Same here. I spent about 30 minutes trying to play one (DoTA I think?) and figured out:
Each hero has a zillion upgrades and abilities
Each hero is basically on their own roguelite style upgrade path
The game has a dozen or more such heroes
icons and text too small to play on livingroom TV, controller play out of the question
at mercy of online match-making algorithm if I’m not in a league/clan/whatever
From this I could deduce:
There’s no way in hell this is perfectly balanced - too many variables, it may as well be MttG
Going to take 20 or more hours to dial in a personal play style
Going to take probably 50-100 to develop a play style that can adapt to most situations
League play will probably kick my ass, requiring another 50-100 hours of practice/training
Causal play is out; likely can’t pick up and play immediately due to lobby, variable match times
I’m not knocking the genre as a whole, but this is not for me.

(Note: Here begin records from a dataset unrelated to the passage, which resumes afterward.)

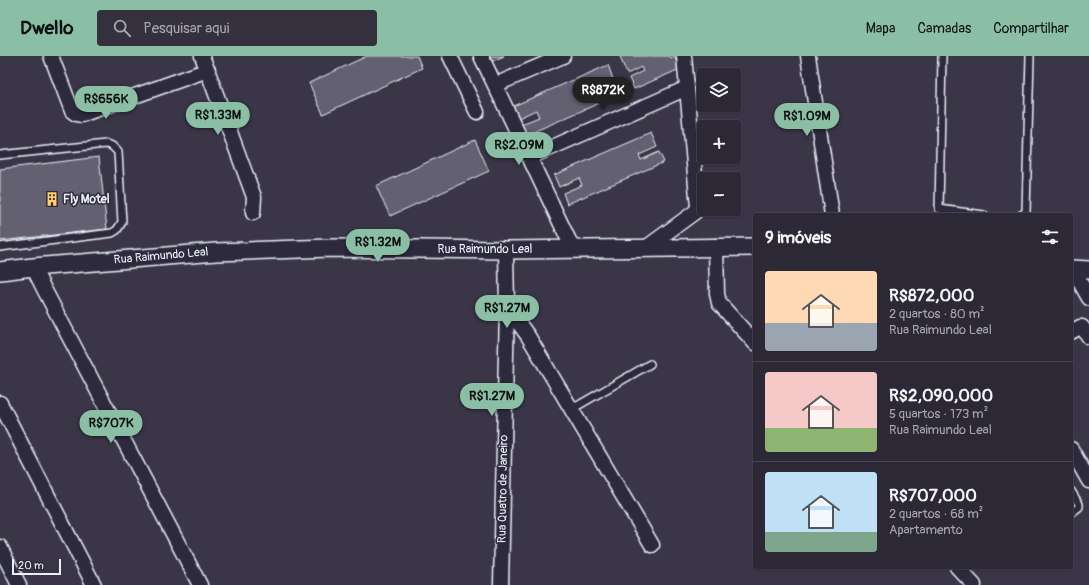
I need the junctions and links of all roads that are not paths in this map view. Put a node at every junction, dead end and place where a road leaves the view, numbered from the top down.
1 (51, 56) edge
2 (202, 56) edge
3 (450, 56) edge
4 (481, 56) edge
5 (564, 56) edge
6 (684, 56) edge
7 (808, 56) edge
8 (942, 56) edge
9 (1030, 56) edge
10 (208, 70) junction
11 (495, 85) junction
12 (687, 88) junction
13 (477, 112) dead end
14 (0, 155) edge
15 (530, 157) junction
16 (253, 213) dead end
17 (832, 213) edge
18 (969, 213) edge
19 (1024, 213) edge
20 (716, 246) junction
21 (0, 247) edge
22 (647, 247) junction
23 (753, 247) edge
24 (573, 249) junction
25 (506, 250) junction
26 (33, 267) junction
27 (1078, 270) edge
28 (0, 271) edge
29 (1089, 298) edge
30 (507, 307) junction
31 (1073, 331) edge
32 (1089, 337) edge
33 (753, 339) edge
34 (650, 364) dead end
35 (0, 403) edge
36 (572, 408) junction
37 (1073, 453) edge
38 (1089, 481) edge
39 (1073, 494) edge
40 (1073, 512) edge
41 (652, 545) dead end
42 (0, 547) edge
43 (959, 569) edge
44 (19, 585) edge
45 (94, 585) edge
46 (200, 585) edge
47 (502, 585) edge
48 (974, 585) edge

1 - 10 street
2 - 10 street
3 - 13 street
4 - 11 street
5 - 11 street
6 - 12 street
7 - 17 street
8 - 18 lane
9 - 19 lane
10 - 16 street
11 - 15 street
12 - 15 street
12 - 22 street
14 - 21 lane
15 - 24 street
20 - 22 street, Rua Raimundo Leal
20 - 23 street, Rua Raimundo Leal
20 - 33 street
22 - 24 street, Rua Raimundo Leal
24 - 25 street, Rua Raimundo Leal
25 - 26 street, Rua Raimundo Leal
25 - 30 street, Rua Quatro de Janeiro
26 - 28 street, Rua Raimundo Leal
26 - 46 street
27 - 29 street
30 - 36 street
30 - 47 street, Rua Quatro de Janeiro
31 - 32 street
34 - 36 lane
35 - 45 street
36 - 41 street
37 - 38 street
39 - 40 lane
42 - 44 street
43 - 48 street

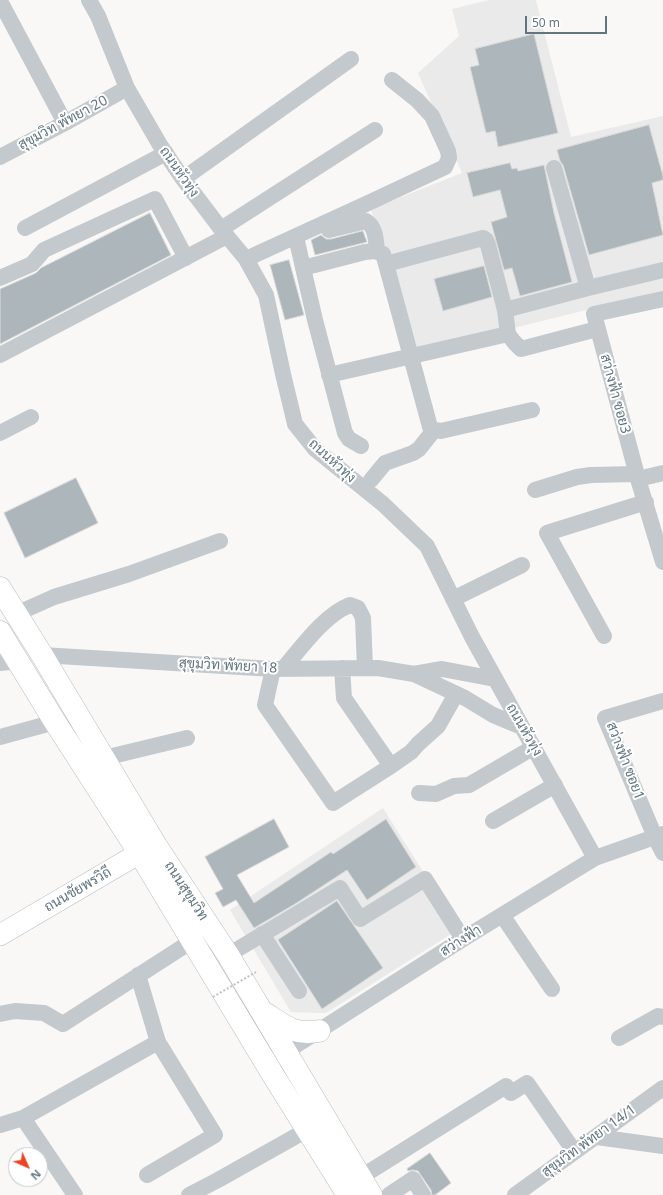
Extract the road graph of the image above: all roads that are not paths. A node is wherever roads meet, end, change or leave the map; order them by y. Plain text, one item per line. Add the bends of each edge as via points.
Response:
1 (89, 0) edge
2 (0, 1) edge
3 (351, 59) dead end
4 (392, 80) dead end
5 (127, 88) junction
6 (64, 123) junction
7 (374, 130) dead end
8 (166, 154) junction
9 (0, 157) edge
10 (554, 168) dead end
11 (183, 179) junction
12 (25, 228) dead end
13 (329, 230) dead end
14 (224, 233) junction
15 (296, 237) junction
16 (186, 258) junction
17 (382, 258) junction
18 (246, 259) junction
19 (303, 268) junction
20 (663, 270) edge
21 (0, 278) edge
22 (588, 288) junction
23 (663, 299) edge
24 (505, 310) junction
25 (596, 322) junction
26 (508, 334) junction
27 (0, 355) edge
28 (410, 356) junction
29 (329, 375) junction
30 (532, 410) dead end
31 (31, 416) dead end
32 (434, 430) junction
33 (0, 433) edge
34 (361, 446) dead end
35 (663, 473) edge
36 (637, 477) junction
37 (371, 480) dead end
38 (535, 490) dead end
39 (646, 502) junction
40 (220, 541) dead end
41 (663, 562) edge
42 (522, 565) dead end
43 (0, 588) edge
44 (453, 599) junction
45 (16, 614) junction
46 (0, 632) edge
47 (604, 636) dead end
48 (42, 655) junction
49 (9, 662) edge
50 (342, 668) junction
51 (365, 668) junction
52 (278, 669) junction
53 (414, 674) junction
54 (495, 679) junction
55 (456, 694) junction
56 (663, 701) edge
57 (55, 722) junction
58 (522, 727) junction
59 (0, 737) edge
60 (187, 738) dead end
61 (534, 747) junction
62 (104, 758) junction
63 (391, 766) junction
64 (555, 785) junction
65 (419, 793) dead end
66 (494, 822) dead end
67 (659, 835) edge
68 (147, 849) junction
69 (663, 853) edge
70 (595, 858) junction
71 (502, 915) junction
72 (262, 934) junction
73 (0, 935) edge
74 (464, 939) junction
75 (192, 941) junction
76 (228, 955) junction
77 (138, 975) junction
78 (552, 989) dead end
79 (298, 991) dead end
80 (262, 1011) junction
81 (0, 1014) edge
82 (663, 1017) edge
83 (319, 1031) junction
84 (619, 1038) dead end
85 (158, 1042) junction
86 (286, 1052) junction
87 (266, 1064) junction
88 (663, 1088) edge
89 (23, 1118) junction
90 (620, 1119) junction
91 (0, 1125) edge
92 (307, 1130) junction
93 (597, 1136) junction
94 (625, 1141) junction
95 (663, 1146) edge
96 (574, 1151) junction
97 (147, 1175) dead end
98 (366, 1186) edge
99 (75, 1195) edge
100 (189, 1195) edge
101 (348, 1195) edge
102 (389, 1195) edge
103 (423, 1195) edge
104 (515, 1195) edge

1 - 5 street, ถนนหัวทุ่ง
2 - 6 street
3 - 11 street
4 - 15 street via 432,116 448,151 448,163 440,170
5 - 6 street, สุขุมวิท พัทยา 20
5 - 8 street, ถนนหัวทุ่ง
6 - 9 street, สุขุมวิท พัทยา 20
7 - 14 street
8 - 11 street, ถนนหัวทุ่ง
8 - 12 street
10 - 22 street
11 - 14 street, ถนนหัวทุ่ง
13 - 17 street via 366,221 371,225
14 - 16 street
14 - 18 street, ถนนหัวทุ่ง
15 - 18 street
15 - 19 street
16 - 21 street via 155,199 44,250 32,264
16 - 27 street
17 - 19 street via 365,252
17 - 24 street via 483,238 488,245
17 - 28 street
18 - 44 street, ถนนหัวทุ่ง via 266,295 295,424 315,449 383,504 427,546
19 - 29 street
20 - 22 street
22 - 24 street
23 - 25 street
24 - 26 street
25 - 26 street via 576,335 521,349
25 - 36 street, สว่างฟ้า ซอย3
26 - 28 street
28 - 29 street
28 - 32 street via 428,422
29 - 34 street via 347,437
30 - 32 street via 450,429
31 - 33 street
32 - 37 street via 419,449 385,463
35 - 36 street
36 - 38 street via 591,475
36 - 39 street, สว่างฟ้า ซอย3
39 - 41 street, สว่างฟ้า ซอย3
39 - 47 street via 547,533
40 - 45 street via 54,598
42 - 44 street
43 - 45 highway, ถนนสุขุมวิท
44 - 54 street, ถนนหัวทุ่ง
45 - 48 highway, ถนนสุขุมวิท
46 - 49 highway, ถนนสุขุมวิท
48 - 52 street, สุขุมวิท พัทยา 18
48 - 62 highway, ถนนสุขุมวิท
49 - 57 highway, ถนนสุขุมวิท
50 - 51 street, สุขุมวิท พัทยา 18
50 - 52 street, สุขุมวิท พัทยา 18
50 - 63 street via 344,698
51 - 52 street via 363,618 358,608 350,604 328,618
51 - 53 street, สุขุมวิท พัทยา 18
52 - 63 street via 265,705 333,803
53 - 54 street, สุขุมวิท พัทยา 18 via 442,669
53 - 55 street, สุขุมวิท พัทยา 18
54 - 58 street, ถนนหัวทุ่ง
55 - 58 street, สุขุมวิท พัทยา 18
55 - 63 street via 438,726 411,752
56 - 67 street, สว่างฟ้า ซอย1 via 606,718
57 - 59 street
57 - 68 highway, ถนนสุขุมวิท
58 - 61 street, ถนนหัวทุ่ง
60 - 62 street
61 - 64 street, ถนนหัวทุ่ง
61 - 65 street via 469,785 454,786 436,794
62 - 68 highway, ถนนสุขุมวิท
64 - 66 street
64 - 70 street, ถนนหัวทุ่ง
67 - 69 street
67 - 70 street, สว่างฟ้า
68 - 73 main road, ถนนชัยพรวิถี
68 - 75 highway, ถนนสุขุมวิท
68 - 76 highway, ถนนสุขุมวิท
70 - 71 street, สว่างฟ้า
71 - 74 street, สว่างฟ้า
71 - 78 street
72 - 74 street via 340,888 360,919 425,879
72 - 76 street
72 - 79 street
74 - 83 street, สว่างฟ้า
75 - 77 street
75 - 87 highway, ถนนสุขุมวิท
76 - 80 highway, ถนนสุขุมวิท
77 - 81 street via 63,1024 44,1013 15,1011
77 - 85 street
80 - 83 highway via 294,1031
80 - 86 highway, ถนนสุขุมวิท
82 - 84 street via 658,1016
83 - 86 street, สว่างฟ้า
85 - 89 street
85 - 97 street via 215,1135
86 - 87 street, สว่างฟ้า
86 - 98 highway, ถนนสุขุมวิท
87 - 92 highway, ถนนสุขุมวิท
88 - 90 street, สุขุมวิท พัทยา 14/1
89 - 91 street
89 - 99 street
90 - 93 street, สุขุมวิท พัทยา 14/1
90 - 94 street via 618,1132
92 - 100 street
92 - 101 highway, ถนนสุขุมวิท
93 - 94 street
93 - 96 street, สุขุมวิท พัทยา 14/1
94 - 95 street
96 - 98 street via 527,1083 511,1093 506,1086
96 - 104 street, สุขุมวิท พัทยา 14/1
102 - 103 street via 413,1180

It’s too far outside my typical mode of gaming and is likely to just frustrate me more than anything else. I’m familiar with hard to play online games like Quake, TF2, and even Soldat. But those have small power systems that, even with gross imbalances, were still playable because there were usually only one or two scenarios you couldn’t overcome. Adding more on every axis just sounds like a wildly unbalanced system where the skill curve isn’t steep enough, costing a lot of time invested in bad strategies before you figure it all out.